L’Afrique : marché, ressource et allié politique
Avec certaines des économies les plus dynamiques du monde, l’Afrique représente à la fois un marché d’expansion, une source de matières premières et un espace d’opportunités. Sur le plan diplomatique, la coopération avec ses partenaires africains offre au Maroc un poids supplémentaire dans les forums internationaux, qu’il s’agisse du dossier du Sahara ou des réformes de la gouvernance économique mondiale.
La force douce marocaine
L’ancrage africain du Maroc repose aussi sur la diplomatie culturelle et religieuse. Les liens historiques, notamment via les confréries soufies, constituent un vecteur puissant de rapprochement. Rabat a su capitaliser sur ce patrimoine en développant la formation d’imams africains et en proposant des bourses universitaires à des milliers d’étudiants du continent. Une politique d’influence qui mise sur l’éducation, la tolérance et la coopération culturelle.
Des défis considérables
Cette stratégie se déploie toutefois dans un contexte concurrentiel intense.
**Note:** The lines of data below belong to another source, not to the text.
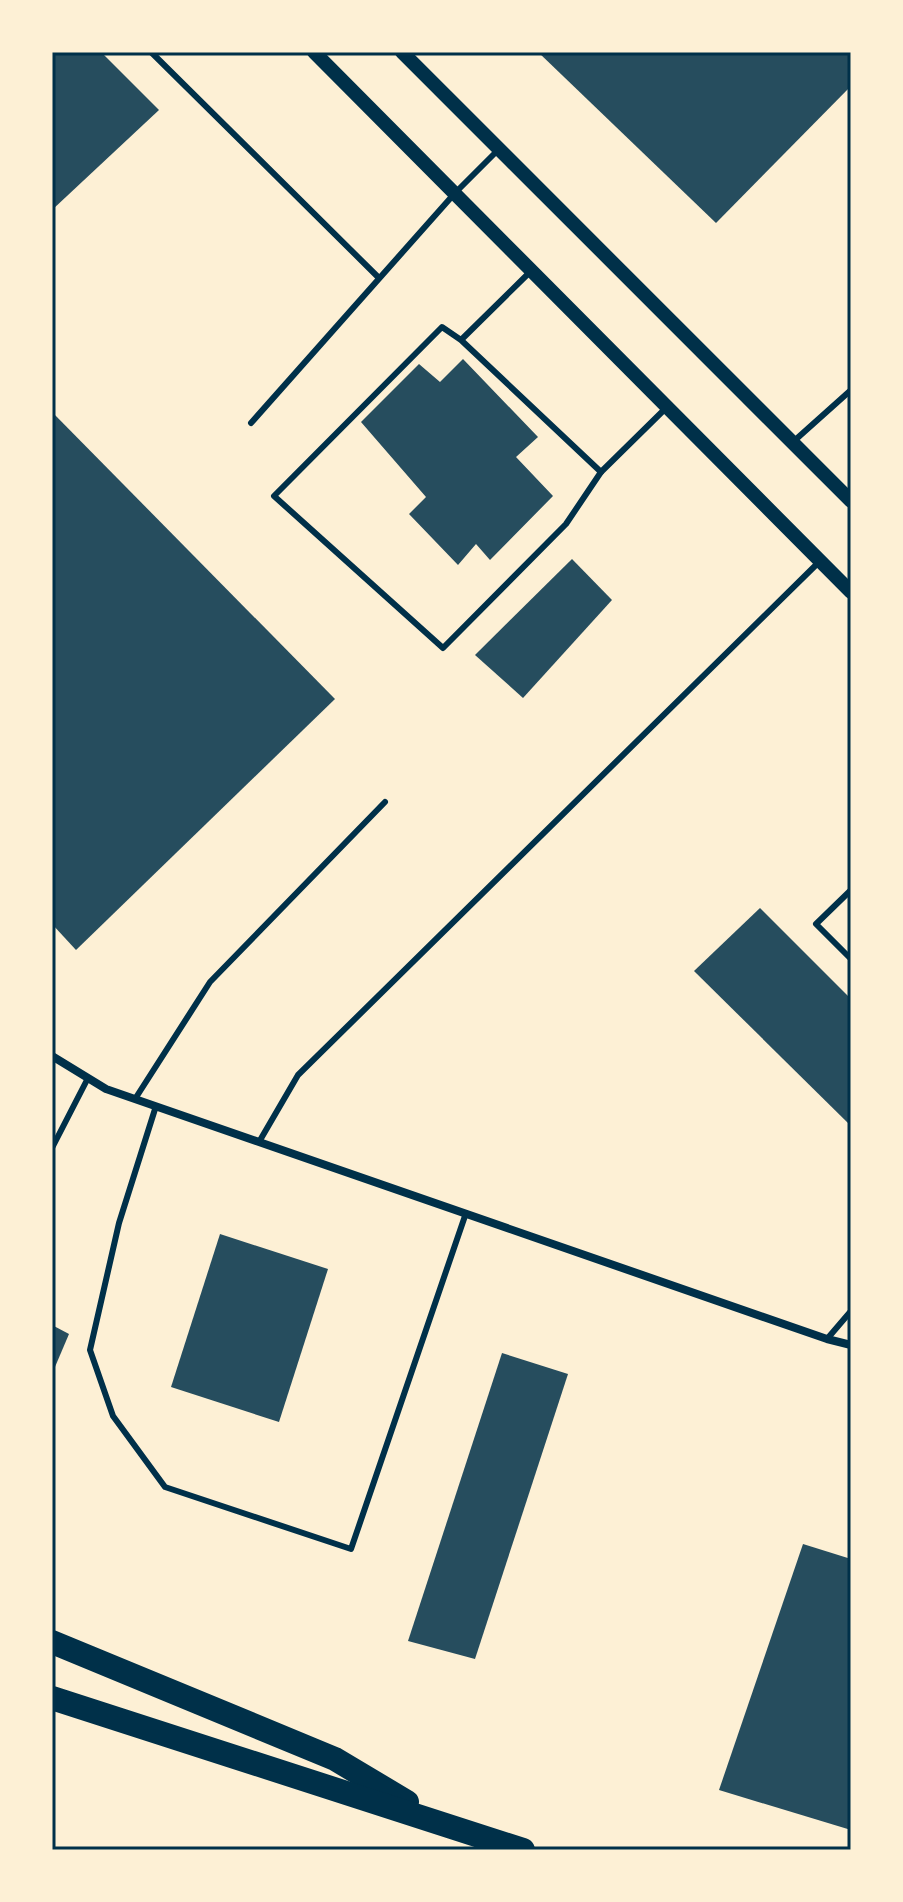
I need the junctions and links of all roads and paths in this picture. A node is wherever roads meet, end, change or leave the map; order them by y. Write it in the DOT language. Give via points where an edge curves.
graph roads {
  1 [pos="151,52"];
  2 [pos="314,52"];
  3 [pos="402,52"];
  4 [pos="499,149"];
  5 [pos="455,193"];
  6 [pos="532,270"];
  7 [pos="379,278"];
  8 [pos="461,340"];
  9 [pos="851,390"];
  10 [pos="668,406"];
  11 [pos="251,423"];
  12 [pos="793,443"];
  13 [pos="601,472"];
  14 [pos="851,501"];
  15 [pos="820,561"];
  16 [pos="851,592"];
  17 [pos="385,802"];
  18 [pos="851,890"];
  19 [pos="851,959"];
  20 [pos="52,1056"];
  21 [pos="88,1078"];
  22 [pos="135,1099"];
  23 [pos="156,1106"];
  24 [pos="259,1142"];
  25 [pos="52,1148"];
  26 [pos="466,1213"];
  27 [pos="851,1311"];
  28 [pos="827,1339"];
  29 [pos="851,1345"];
  30 [pos="52,1642"];
  31 [pos="52,1698"];
  32 [pos="443,1824"];
  33 [pos="523,1850"];
  1 -- 7 [label="lane"];
  2 -- 5 [label="street"];
  3 -- 4 [label="street"];
  4 -- 5 [label="lane"];
  4 -- 12 [label="street"];
  5 -- 6 [label="street"];
  5 -- 7 [label="lane"];
  6 -- 8 [label="lane"];
  6 -- 10 [label="street"];
  7 -- 11 [label="lane"];
  8 -- 13 [label="lane"];
  8 -- 13 [label="lane" via="442,327 274,496 443,648 566,524"];
  9 -- 12 [label="lane"];
  10 -- 13 [label="lane"];
  10 -- 15 [label="street"];
  12 -- 14 [label="street"];
  15 -- 16 [label="street"];
  15 -- 24 [label="lane" via="298,1075"];
  17 -- 22 [label="lane" via="210,982"];
  18 -- 19 [label="lane" via="816,924"];
  20 -- 21 [label="street"];
  21 -- 22 [label="street"];
  21 -- 25 [label="lane"];
  22 -- 23 [label="street"];
  23 -- 24 [label="street"];
  23 -- 26 [label="lane" via="119,1223 90,1350 113,1416 165,1487 351,1549"];
  24 -- 26 [label="street"];
  26 -- 28 [label="street"];
  27 -- 28 [label="lane"];
  28 -- 29 [label="street"];
  30 -- 32 [label="highway" via="335,1759"];
  31 -- 32 [label="highway"];
  32 -- 33 [label="highway"];
}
La Chine, l’Inde, la Turquie ou encore la Russie investissent massivement en Afrique, tandis que les anciennes puissances coloniales cherchent à préserver leurs positions. À cela s’ajoutent des fragilités structurelles dans plusieurs pays africains – instabilité politique, infrastructures limitées – susceptibles de freiner la concrétisation de certains projets.
Le financement constitue un autre défi , les grands chantiers nécessitent des partenariats triangulaires associant le Maroc, ses homologues africains et les institutions financières internationales ou régionales.
Une coopération à double sens
Pour être durables, les partenariats Sud-Sud doivent s’appuyer sur le principe de bénéfice mutuel. Le Maroc devra veiller à ce que ses investissements créent des emplois locaux, favorisent le transfert de compétences et contribuent au renforcement des capacités nationales. L’implication du secteur privé et de la société civile renforcerait également la crédibilité et la pérennité de cette stratégie.
Face à la fragilité d’un système mondial en recomposition, le Maroc offre un modèle de politique étrangère plus équilibrée et moins dépendante de l’Europe. Sa stratégie africaine ne vise pas à remplacer ses relations historiques avec le Nord, mais à les compléter par une diversification essentielle.
Si Rabat parvient à maintenir une vision claire, à investir intelligemment et à bâtir des partenariats sincères, le Royaume pourrait non seulement consolider sa place en Afrique, mais aussi s’imposer comme un pont stratégique entre le continent et l’Europe, et comme un acteur régional capable de peser sur l’avenir d’une Afrique en pleine mutation.